Access to the Batum docks was restricted; all ships, including the fishing boats, could be reached only by passing through one of several checkpoints. There were guarded gates that accepted trucks loaded with cargo, and there was one gate that accepted only military vehicles and personnel, and there were gates to accommodate dock workers, sailors, and others who were obliged to approach on foot; Susan and McGee went to one of the latter.

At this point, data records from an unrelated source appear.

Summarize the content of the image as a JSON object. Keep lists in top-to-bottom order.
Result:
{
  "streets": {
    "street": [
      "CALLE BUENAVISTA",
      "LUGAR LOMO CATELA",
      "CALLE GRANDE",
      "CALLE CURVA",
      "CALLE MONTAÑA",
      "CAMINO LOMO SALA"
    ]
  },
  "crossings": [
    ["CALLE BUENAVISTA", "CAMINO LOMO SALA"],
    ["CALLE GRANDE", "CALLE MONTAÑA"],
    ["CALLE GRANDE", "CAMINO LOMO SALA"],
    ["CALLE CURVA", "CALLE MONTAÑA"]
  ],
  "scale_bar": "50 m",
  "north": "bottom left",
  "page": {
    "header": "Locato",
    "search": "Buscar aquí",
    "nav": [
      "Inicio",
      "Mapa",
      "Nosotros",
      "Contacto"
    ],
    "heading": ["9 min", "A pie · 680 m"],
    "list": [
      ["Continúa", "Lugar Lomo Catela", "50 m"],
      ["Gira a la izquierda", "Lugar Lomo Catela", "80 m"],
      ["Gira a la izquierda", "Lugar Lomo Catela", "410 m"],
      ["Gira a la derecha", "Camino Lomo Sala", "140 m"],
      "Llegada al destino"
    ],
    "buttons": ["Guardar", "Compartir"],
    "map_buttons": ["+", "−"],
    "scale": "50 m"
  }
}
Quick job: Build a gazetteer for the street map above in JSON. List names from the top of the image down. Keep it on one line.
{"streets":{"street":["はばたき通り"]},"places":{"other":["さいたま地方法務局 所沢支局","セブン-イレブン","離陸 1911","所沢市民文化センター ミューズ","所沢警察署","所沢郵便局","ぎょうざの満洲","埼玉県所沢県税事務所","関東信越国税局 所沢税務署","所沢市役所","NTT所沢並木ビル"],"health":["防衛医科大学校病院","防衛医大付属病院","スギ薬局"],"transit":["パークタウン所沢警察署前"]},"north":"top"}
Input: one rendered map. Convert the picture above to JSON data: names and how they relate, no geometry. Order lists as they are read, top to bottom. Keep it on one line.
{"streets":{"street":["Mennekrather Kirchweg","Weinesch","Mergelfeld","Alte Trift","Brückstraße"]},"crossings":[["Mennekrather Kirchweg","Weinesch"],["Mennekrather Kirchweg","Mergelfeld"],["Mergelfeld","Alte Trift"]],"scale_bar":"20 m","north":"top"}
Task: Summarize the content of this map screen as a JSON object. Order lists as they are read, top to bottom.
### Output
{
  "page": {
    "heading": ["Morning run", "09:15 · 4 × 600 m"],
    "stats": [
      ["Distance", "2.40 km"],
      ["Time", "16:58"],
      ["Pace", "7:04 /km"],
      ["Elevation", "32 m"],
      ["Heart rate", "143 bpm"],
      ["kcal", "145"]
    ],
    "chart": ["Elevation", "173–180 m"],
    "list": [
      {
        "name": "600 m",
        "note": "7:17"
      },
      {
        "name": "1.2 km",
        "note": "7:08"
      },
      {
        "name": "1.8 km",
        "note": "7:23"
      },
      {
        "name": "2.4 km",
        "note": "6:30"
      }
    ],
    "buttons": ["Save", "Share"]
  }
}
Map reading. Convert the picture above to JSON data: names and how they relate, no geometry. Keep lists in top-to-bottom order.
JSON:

At night the wharves were poorly lighted, gloomy, except around the security checkpoints, where floodlights simulated the glare of noon. The walk-through gate was overseen by two uniformed guards, both armed with Kalisnikovs; they were involved in an animated conversation that could be heard even outside the hut in which they sat. Neither guard bestirred himself from that small, warm place; neither wanted to bother conducting a close inspection. McGee passed both his and Susan’s forged papers through the sliding window. The older of the two guards examined the documents perfunctorily and quickly passed them back, not once pausing in the discussion he was having with his compatriot.
The chainlike gate, crowned with wickedly pointed barbed wire, swung open automatically when one of the guards in the hut touched the proper button. McGee and Susan walked onto the docks, uncontested, and the gate swung shut behind them.
Susan held on to McGee’s arm, and they walked into the gloom, toward rows of large dark buildings that blocked their view of the harbor.
“Now what?” Susan whispered.
“Now we go to the fishermen’s wharf and look for a boat called the Golden Net,” McGee said.
“It seems so easy,” she said.
“Too easy,” he said worriedly.
He glanced back at the checkpoint through which they had just passed, and his face was drawn with apprehension.